Disability inclusion is an economic issue as much as it is a civil rights issue, argues Helena Berger, the President of the American Association of People with Disabilities, or AAPD. Her Washington, D.C.-based organization works to connect underrepresented candidates to steady employment. "Companies are starting to embrace 'big D' Diversity, realizing that to be successful, you have to hire people who understand your customers," Berger tells Inc. Tens of thousands of customers in the U.S. use assistive technology or software--such as braille embossers and screen readers--in order to communicate on a daily basis.
She adds that people with disabilities often approach problems from a more creative standpoint, which could be a huge asset to your organization. "Having a disability may make you a better problem solver. You may be more innovative," Berger says.
Steady, but slow progress.
Although people with disabilities are largely underrepresented in the tech community, new data suggests corporate attitudes are shifting. On Wednesday, the AAPD released its third-annual list of the "Best Places to Work for Disability Inclusion," in partnership with the U.S. Business Leadership Network, ranking 110 businesses on factors such as accessibility and accommodations.
This year, the organization says there was a 32 percent increase in participation, as a record 68 companies achieved the highest possible ranking of 100. In 2017, these top workplaces included Microsoft, HP, and Starbucks. "These are all indicators that companies in the U.S. are starting to embrace disability inclusion," Berger says.
Still, and perhaps unsurprisingly, Silicon Valley heavyweights--such as Google, Facebook, and Uber--did not appear on the AAPD and USBLN index. Berger tells Inc. that in some cases, companies applied and did not receive a high enough score to be included on the list.
Changing ways, not just views.
Creating a workplace that's more inclusive does come with a set of challenges. According to the tenets of the U.S. Equal Employment Opportunity Commission, employers are not permitted to ask job applicants if they have a disability, or about the nature of one that is obvious. It's also forbidden to ask applicants to answer medical questions or take a medical exam before extending the job offer.
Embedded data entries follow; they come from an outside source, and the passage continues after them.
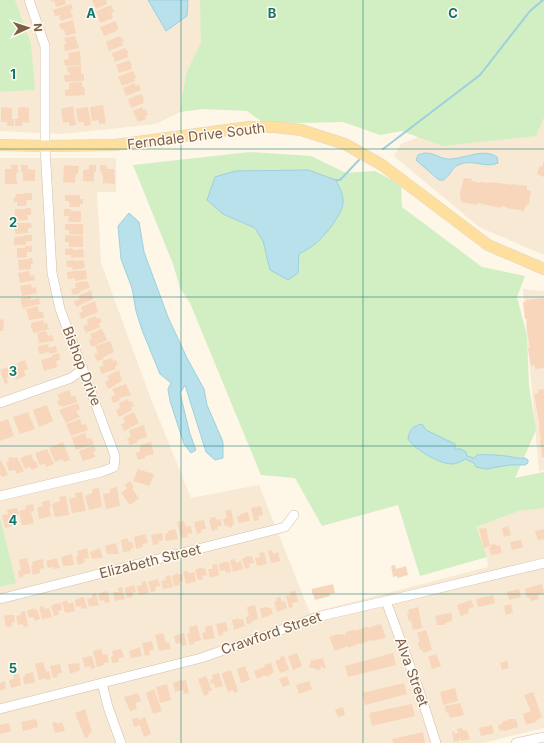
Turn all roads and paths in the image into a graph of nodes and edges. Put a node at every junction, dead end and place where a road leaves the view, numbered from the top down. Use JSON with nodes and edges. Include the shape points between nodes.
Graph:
{"nodes":[{"id":1,"x":29,"y":0,"type":"edge"},
{"id":2,"x":0,"y":145,"type":"edge"},
{"id":3,"x":45,"y":146,"type":"junction"},
{"id":4,"x":544,"y":269,"type":"edge"},
{"id":5,"x":83,"y":369,"type":"junction"},
{"id":6,"x":0,"y":403,"type":"edge"},
{"id":7,"x":0,"y":496,"type":"edge"},
{"id":8,"x":294,"y":515,"type":"dead end"},
{"id":9,"x":544,"y":563,"type":"edge"},
{"id":10,"x":0,"y":600,"type":"edge"},
{"id":11,"x":386,"y":601,"type":"junction"},
{"id":12,"x":102,"y":684,"type":"junction"},
{"id":13,"x":0,"y":709,"type":"edge"},
{"id":14,"x":544,"y":737,"type":"edge"},
{"id":15,"x":121,"y":743,"type":"edge"},
{"id":16,"x":436,"y":743,"type":"edge"},
{"id":17,"x":516,"y":743,"type":"edge"}],
"edges":[{"from":1,"to":3,"type":"street","name":"Bishop Drive","via":[[45,46]]},
{"from":2,"to":3,"type":"main road","name":"Ferndale Drive South"},
{"from":3,"to":4,"type":"main road","name":"Ferndale Drive South","via":[[133,144],[249,127],[301,130],[345,144],[376,162],[488,245]]},
{"from":3,"to":5,"type":"street","name":"Bishop Drive","via":[[52,273],[60,309]]},
{"from":5,"to":6,"type":"street","via":[[71,378]]},
{"from":5,"to":7,"type":"street","name":"Bishop Drive","via":[[116,456],[114,467]]},
{"from":8,"to":10,"type":"street","name":"Elizabeth Street","via":[[285,526]]},
{"from":9,"to":11,"type":"street","name":"Crawford Street"},
{"from":11,"to":12,"type":"street","name":"Crawford Street","via":[[321,616],[201,658]]},
{"from":11,"to":16,"type":"street","name":"Alva Street"},
{"from":12,"to":13,"type":"street","name":"Crawford Street"},
{"from":12,"to":15,"type":"street"},
{"from":14,"to":17,"type":"street"}]}
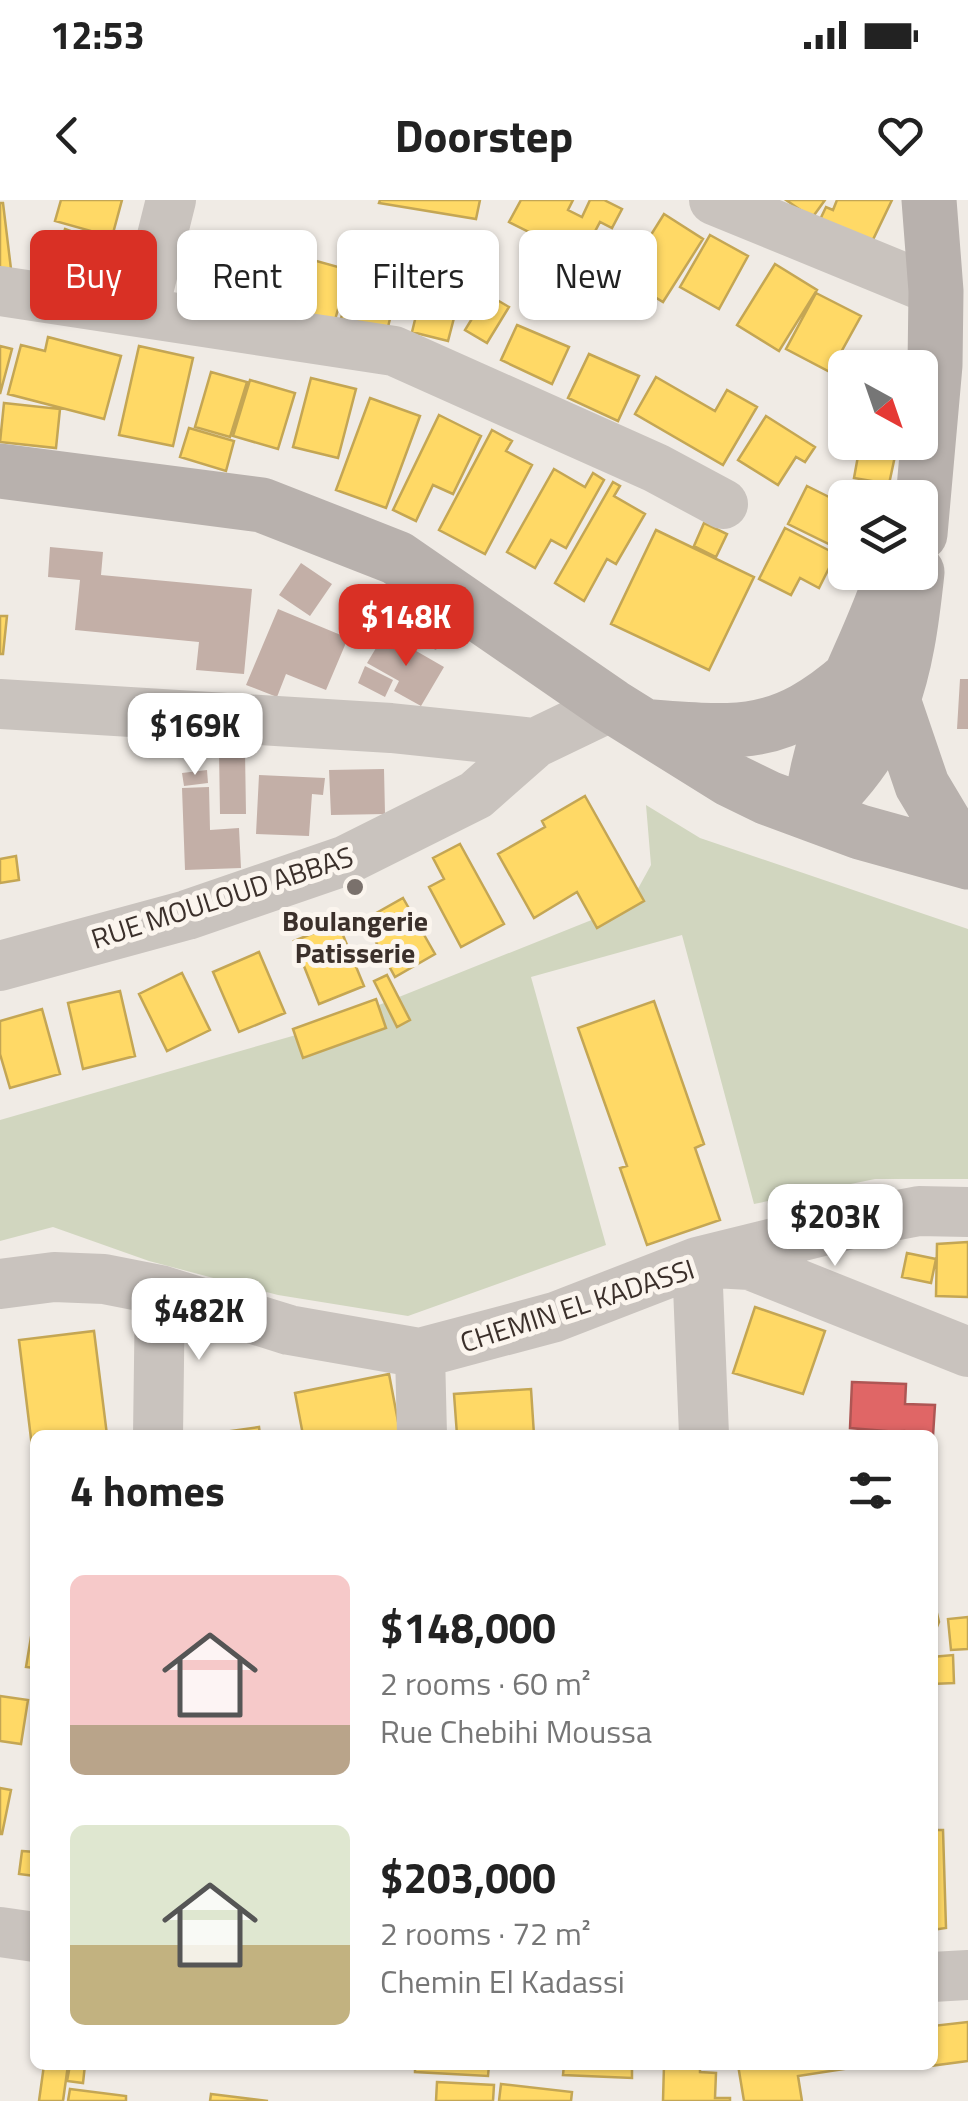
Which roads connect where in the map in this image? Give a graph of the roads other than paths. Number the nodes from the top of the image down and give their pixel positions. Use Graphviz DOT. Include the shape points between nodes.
graph roads {
  1 [pos="171,200"];
  2 [pos="714,200"];
  3 [pos="929,200"];
  4 [pos="157,258"];
  5 [pos="0,291"];
  6 [pos="936,291"];
  7 [pos="30,295"];
  8 [pos="157,314"];
  9 [pos="0,471"];
  10 [pos="921,474"];
  11 [pos="723,504"];
  12 [pos="890,590"];
  13 [pos="914,590"];
  14 [pos="873,688"];
  15 [pos="0,704"];
  16 [pos="629,716"];
  17 [pos="535,742"];
  18 [pos="812,814"];
  19 [pos="968,862"];
  20 [pos="0,966"];
  21 [pos="968,1212"];
  22 [pos="697,1262"];
  23 [pos="0,1284"];
  24 [pos="160,1290"];
  25 [pos="968,1352"];
  26 [pos="420,1354"];
  27 [pos="158,1430"];
  28 [pos="422,1430"];
  29 [pos="704,1430"];
  30 [pos="0,1932"];
  31 [pos="30,1936"];
  32 [pos="968,1976"];
  33 [pos="938,1977"];
  1 -- 4 [label="street"];
  2 -- 6 [label="street"];
  3 -- 6 [label="main road"];
  5 -- 7 [label="street"];
  6 -- 10 [label="main road" via="935,365"];
  8 -- 11 [label="street" via="394,351"];
  9 -- 16 [label="main road" via="262,505 396,558"];
  12 -- 14 [label="main road"];
  13 -- 14 [label="main road" via="904,660"];
  14 -- 16 [label="main road" via="738,732"];
  14 -- 18 [label="main road" via="819,761"];
  14 -- 19 [label="main road"];
  15 -- 17 [label="street"];
  16 -- 17 [label="street"];
  16 -- 18 [label="main road" via="724,776"];
  17 -- 20 [label="street, RUE MOULOUD ABBAS" via="476,794 344,861 187,915"];
  18 -- 19 [label="main road"];
  21 -- 22 [label="street" via="919,1210"];
  22 -- 25 [label="street, CHEMIN EL KADASSI" via="750,1265"];
  22 -- 26 [label="street, CHEMIN EL KADASSI" via="555,1317"];
  22 -- 29 [label="street"];
  23 -- 24 [label="street, CHEMIN EL KADASSI" via="54,1277"];
  24 -- 26 [label="street, CHEMIN EL KADASSI" via="289,1330"];
  24 -- 27 [label="street"];
  26 -- 28 [label="street"];
  30 -- 31 [label="street"];
  32 -- 33 [label="street"];
}
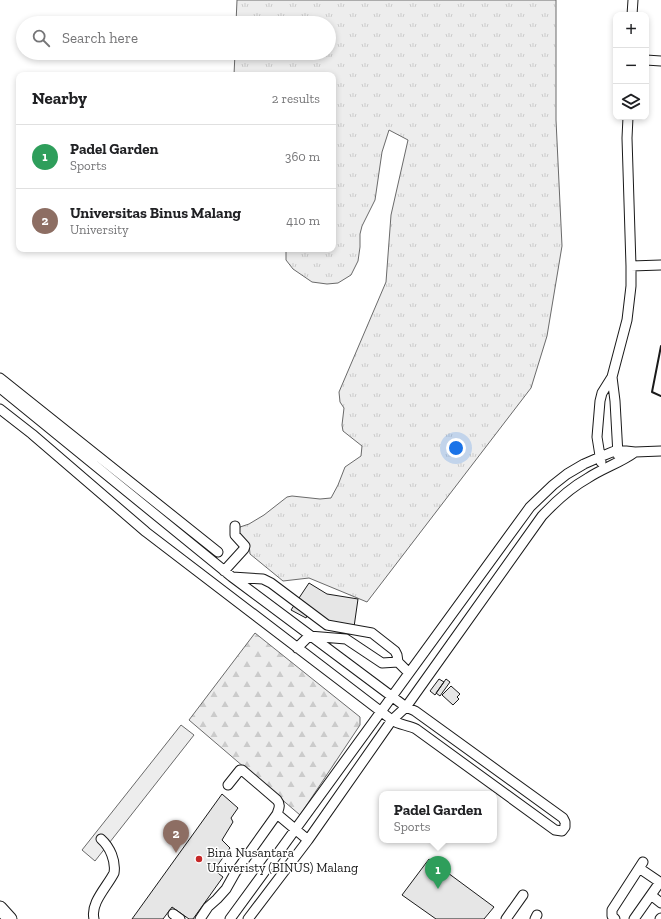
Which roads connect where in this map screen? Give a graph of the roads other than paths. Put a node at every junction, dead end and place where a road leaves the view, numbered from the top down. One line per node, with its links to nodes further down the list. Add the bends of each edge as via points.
1 (633, 0): 2 (street)
2 (632, 12)
3 (649, 60): 4 (street)
4 (661, 61)
5 (628, 120): 7 (street)
6 (661, 265): 7 (street)
7 (631, 266): 8 (street, via 627,320)
8 (612, 377): 16 (street, via 616,401); 19 (street, via 600,401 597,437)
9 (0, 378): 24 (street)
10 (0, 388): 12 (street)
11 (0, 409): 14 (street)
12 (31, 413): 13 (street); 14 (street)
13 (42, 422): 15 (street); 26 (street)
14 (21, 425): 15 (street)
15 (32, 434): 29 (street, via 146,532)
16 (617, 450): 18 (street); 19 (street); 20 (street)
17 (661, 451): 18 (street)
18 (635, 452): 20 (street)
19 (600, 457): 21 (street); 23 (street, via 584,464 553,485 530,507)
20 (620, 462): 21 (street)
21 (603, 469): 25 (street, via 561,496 542,516)
22 (235, 526): 26 (street, via 234,535 245,546)
23 (502, 545): 25 (street); 31 (street)
24 (218, 552)
25 (516, 555): 33 (street)
26 (224, 571): 27 (street)
27 (232, 577): 28 (street); 30 (street, via 271,583 327,625 372,633 395,651)
28 (309, 636): 29 (street); 30 (street, via 346,639 382,663); 32 (street)
29 (297, 648): 34 (street)
30 (398, 662): 31 (street)
31 (409, 673): 32 (street)
32 (393, 697): 33 (street); 34 (street)
33 (406, 707): 35 (street); 35 (street, via 563,818 565,828 555,830 416,729)
34 (382, 712): 35 (street); 38 (street)
35 (392, 720): 40 (street)
36 (228, 785): 37 (street, via 242,770 277,800)
37 (277, 814): 38 (street); 48 (street, via 235,872 226,889)
38 (296, 830): 40 (street); 49 (street)
39 (101, 839): 47 (street, via 108,845 115,868 94,907)
40 (308, 840): 50 (street)
41 (660, 883): 43 (street); 52 (street, via 641,865 612,910 612,916)
42 (523, 895): 51 (street)
43 (651, 895): 44 (street); 53 (street)
44 (661, 903)
45 (0, 908): 46 (highway)
46 (10, 919)
47 (94, 919)
48 (200, 919)
49 (230, 919)
50 (248, 919)
51 (506, 919)
52 (616, 919)
53 (634, 919)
The biggest challenge may well be unconscious bias. "There are myths and stereotypes around hiring someone with a disability, like the accommodation being costly, or fears that health insurance premiums could rise," Berger says. To her point, although businesses may be required to install ramps or other amenities for workers, that cost is generally negligible. Only around 4 percent of companies that employ workers with disabilities say that accommodation has resulted in an ongoing annual cost to the company; meanwhile, the typical, one-time expenditure by employers hovers at $500, according to the U.S. Department of Labor's Job Accommodation Network.
If you're looking to boost diversity by hiring people with disabilities, a good place to start is by partnering with local advocacy groups to offer an internship program, suggests Berger. Google, for example, has a designated TechAbility program, which works with a non-profit agency to recruit and hire students with disabilities for full-time jobs. Meanwhile, Danish startup Specialisterne works with companies such as Microsoft and IBM to connect candidates on the autism spectrum with high-paying jobs in the tech sector.
"Employers aren't hiring people with autism because they're locked into a social paradigm, where everyone is looking for happy, mainstream employees who are good team players and good at promoting themselves," said Thorkil Sonne, the founder of Specialisterne, in a previous interview with Inc. "There's a total divide between talent and vacant jobs in the high-tech sector. Our mission is to remove that divide."